MATERIAL SHOWN:
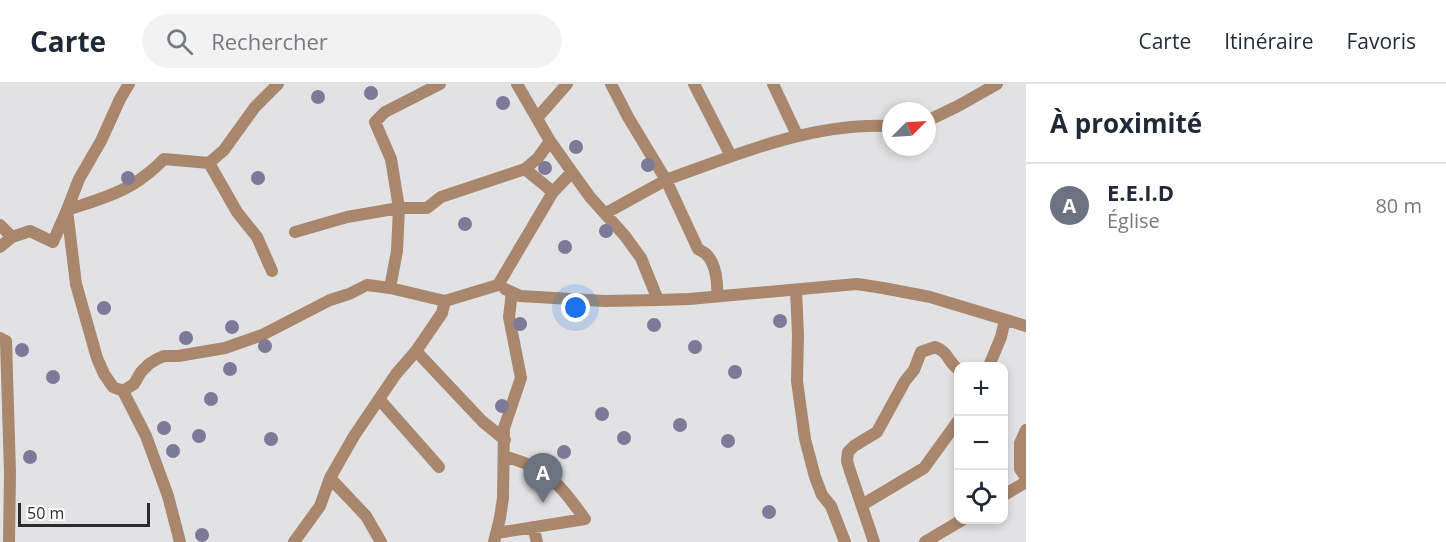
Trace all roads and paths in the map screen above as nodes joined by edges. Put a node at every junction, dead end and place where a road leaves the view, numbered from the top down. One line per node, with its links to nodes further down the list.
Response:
1 (129, 84): 22 (street)
2 (278, 84): 16 (street)
3 (440, 84): 21 (street)
4 (517, 84): 11 (street)
5 (567, 84): 11 (street)
6 (611, 84): 19 (street)
7 (694, 84): 15 (street)
8 (773, 84): 13 (street)
9 (997, 84): 10 (street)
10 (936, 117)
11 (537, 118): 14 (street)
12 (882, 126): 13 (street)
13 (797, 135): 15 (street)
14 (550, 141): 17 (street); 18 (street)
15 (731, 156): 19 (street)
16 (209, 163): 22 (street); 28 (street)
17 (525, 169): 20 (street); 21 (street)
18 (572, 172): 20 (street); 23 (street)
19 (666, 180): 23 (street); 33 (street)
20 (553, 192): 29 (street)
21 (399, 208): 25 (street); 30 (street)
22 (68, 210): 26 (street); 42 (street)
23 (606, 213): 34 (street)
24 (0, 225): 26 (street)
25 (295, 232)
26 (12, 237): 27 (street)
27 (0, 247)
28 (272, 271)
29 (498, 285): 32 (street); 35 (street)
30 (390, 288): 35 (street); 42 (street)
31 (796, 290): 33 (street); 36 (street); 61 (street)
32 (512, 292): 34 (street); 46 (street)
33 (717, 296): 34 (street)
34 (658, 300)
35 (445, 301): 39 (street)
36 (1005, 320): 37 (street); 40 (street)
37 (1026, 326)
38 (0, 338): 56 (street)
39 (416, 351): 43 (street); 46 (street)
40 (991, 362)
41 (954, 366): 52 (street)
42 (123, 391): 57 (street)
43 (379, 399): 48 (street); 49 (street)
44 (954, 427): 52 (street)
45 (1026, 430): 50 (street)
46 (504, 440): 47 (street)
47 (504, 456): 54 (street); 55 (street)
48 (439, 467)
49 (330, 478): 58 (street); 59 (street)
50 (1026, 480): 51 (street)
51 (1008, 492)
52 (862, 505): 62 (street)
53 (954, 524): 63 (street)
54 (533, 527): 55 (street); 60 (street)
55 (496, 538)
56 (9, 542)
57 (180, 542)
58 (294, 542)
59 (381, 542)
60 (537, 542)
61 (845, 542)
62 (874, 542)
63 (925, 542)

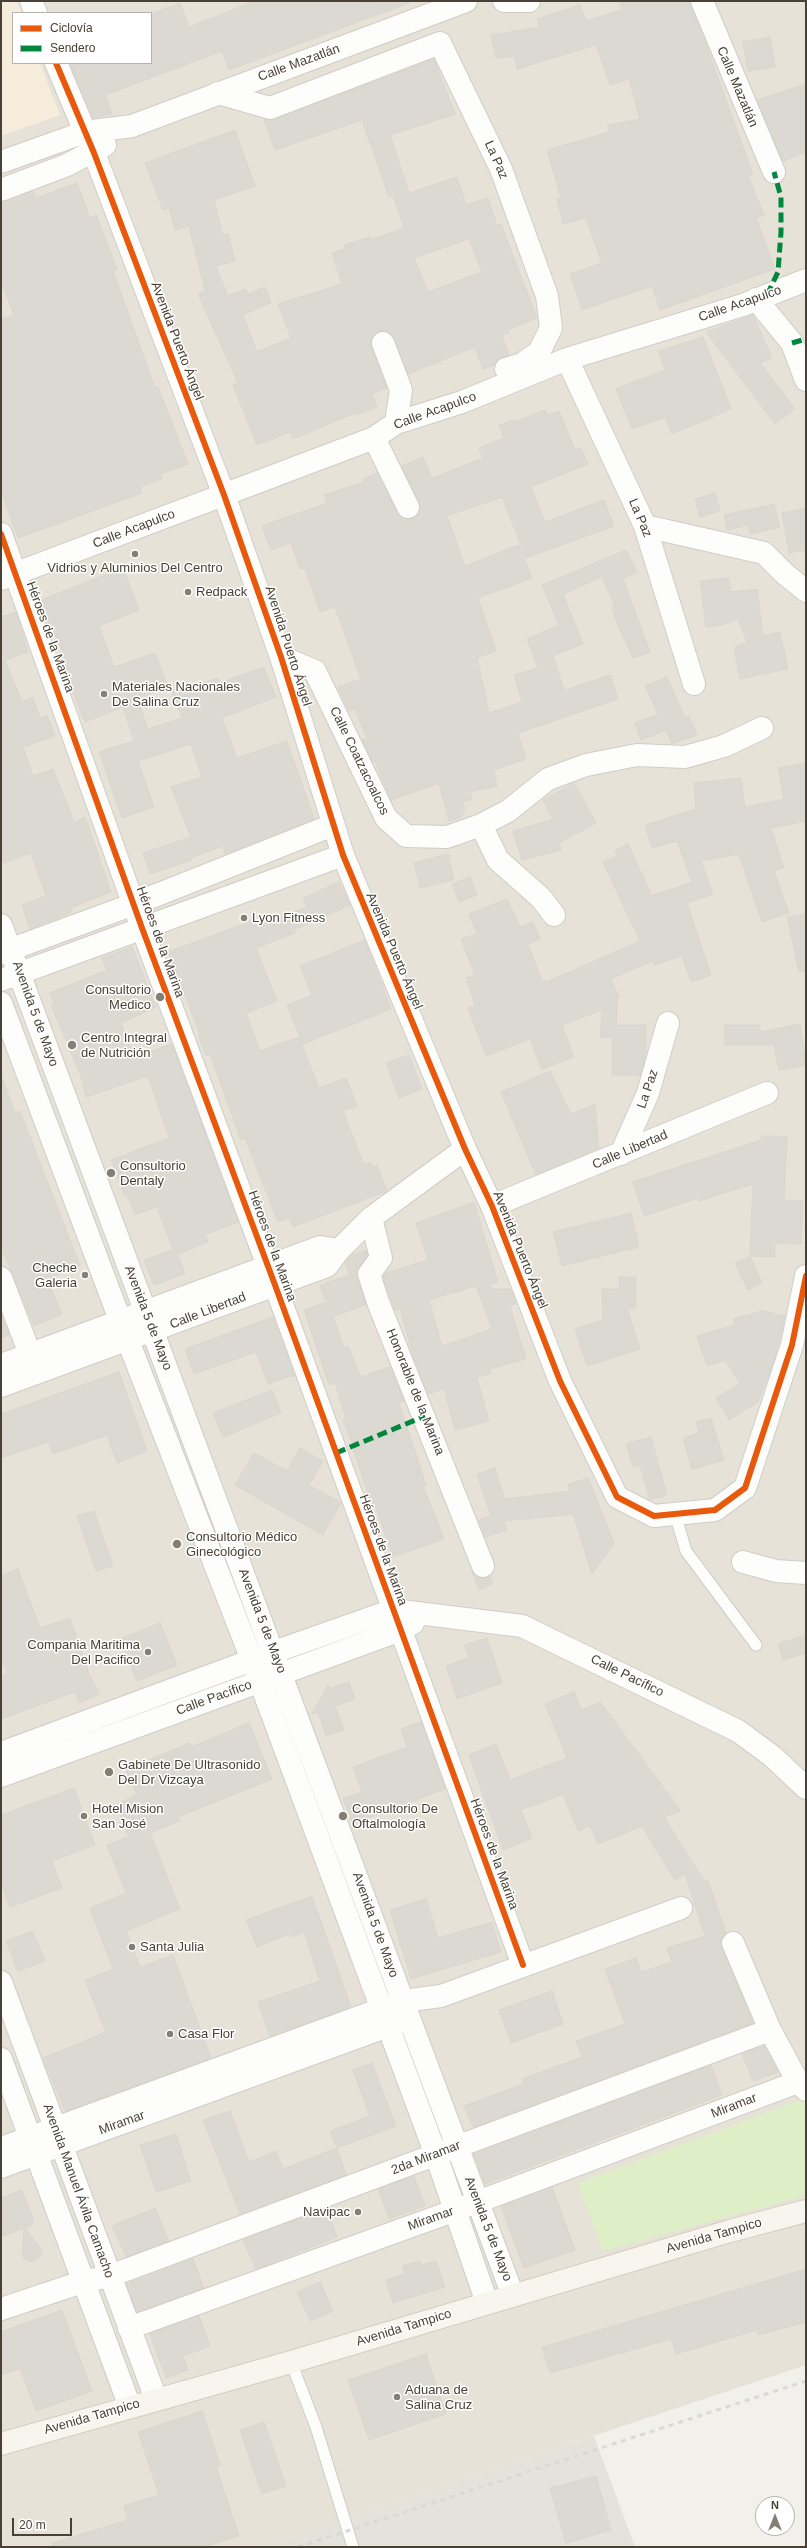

REQUIREMENT: Although the records above contain pictures, only their text is to be repeated, exactly as given.

EXERCISE ANSWER:
Trace all roads and paths in the map screen above as nodes joined by edges. Put a node at every junction, dead end and place where a road leaves the view, numbered from the top down. One line per node, with its links to nodes further down the list.
Response:
1 (129, 84): 22 (street)
2 (278, 84): 16 (street)
3 (440, 84): 21 (street)
4 (517, 84): 11 (street)
5 (567, 84): 11 (street)
6 (611, 84): 19 (street)
7 (694, 84): 15 (street)
8 (773, 84): 13 (street)
9 (997, 84): 10 (street)
10 (936, 117)
11 (537, 118): 14 (street)
12 (882, 126): 13 (street)
13 (797, 135): 15 (street)
14 (550, 141): 17 (street); 18 (street)
15 (731, 156): 19 (street)
16 (209, 163): 22 (street); 28 (street)
17 (525, 169): 20 (street); 21 (street)
18 (572, 172): 20 (street); 23 (street)
19 (666, 180): 23 (street); 33 (street)
20 (553, 192): 29 (street)
21 (399, 208): 25 (street); 30 (street)
22 (68, 210): 26 (street); 42 (street)
23 (606, 213): 34 (street)
24 (0, 225): 26 (street)
25 (295, 232)
26 (12, 237): 27 (street)
27 (0, 247)
28 (272, 271)
29 (498, 285): 32 (street); 35 (street)
30 (390, 288): 35 (street); 42 (street)
31 (796, 290): 33 (street); 36 (street); 61 (street)
32 (512, 292): 34 (street); 46 (street)
33 (717, 296): 34 (street)
34 (658, 300)
35 (445, 301): 39 (street)
36 (1005, 320): 37 (street); 40 (street)
37 (1026, 326)
38 (0, 338): 56 (street)
39 (416, 351): 43 (street); 46 (street)
40 (991, 362)
41 (954, 366): 52 (street)
42 (123, 391): 57 (street)
43 (379, 399): 48 (street); 49 (street)
44 (954, 427): 52 (street)
45 (1026, 430): 50 (street)
46 (504, 440): 47 (street)
47 (504, 456): 54 (street); 55 (street)
48 (439, 467)
49 (330, 478): 58 (street); 59 (street)
50 (1026, 480): 51 (street)
51 (1008, 492)
52 (862, 505): 62 (street)
53 (954, 524): 63 (street)
54 (533, 527): 55 (street); 60 (street)
55 (496, 538)
56 (9, 542)
57 (180, 542)
58 (294, 542)
59 (381, 542)
60 (537, 542)
61 (845, 542)
62 (874, 542)
63 (925, 542)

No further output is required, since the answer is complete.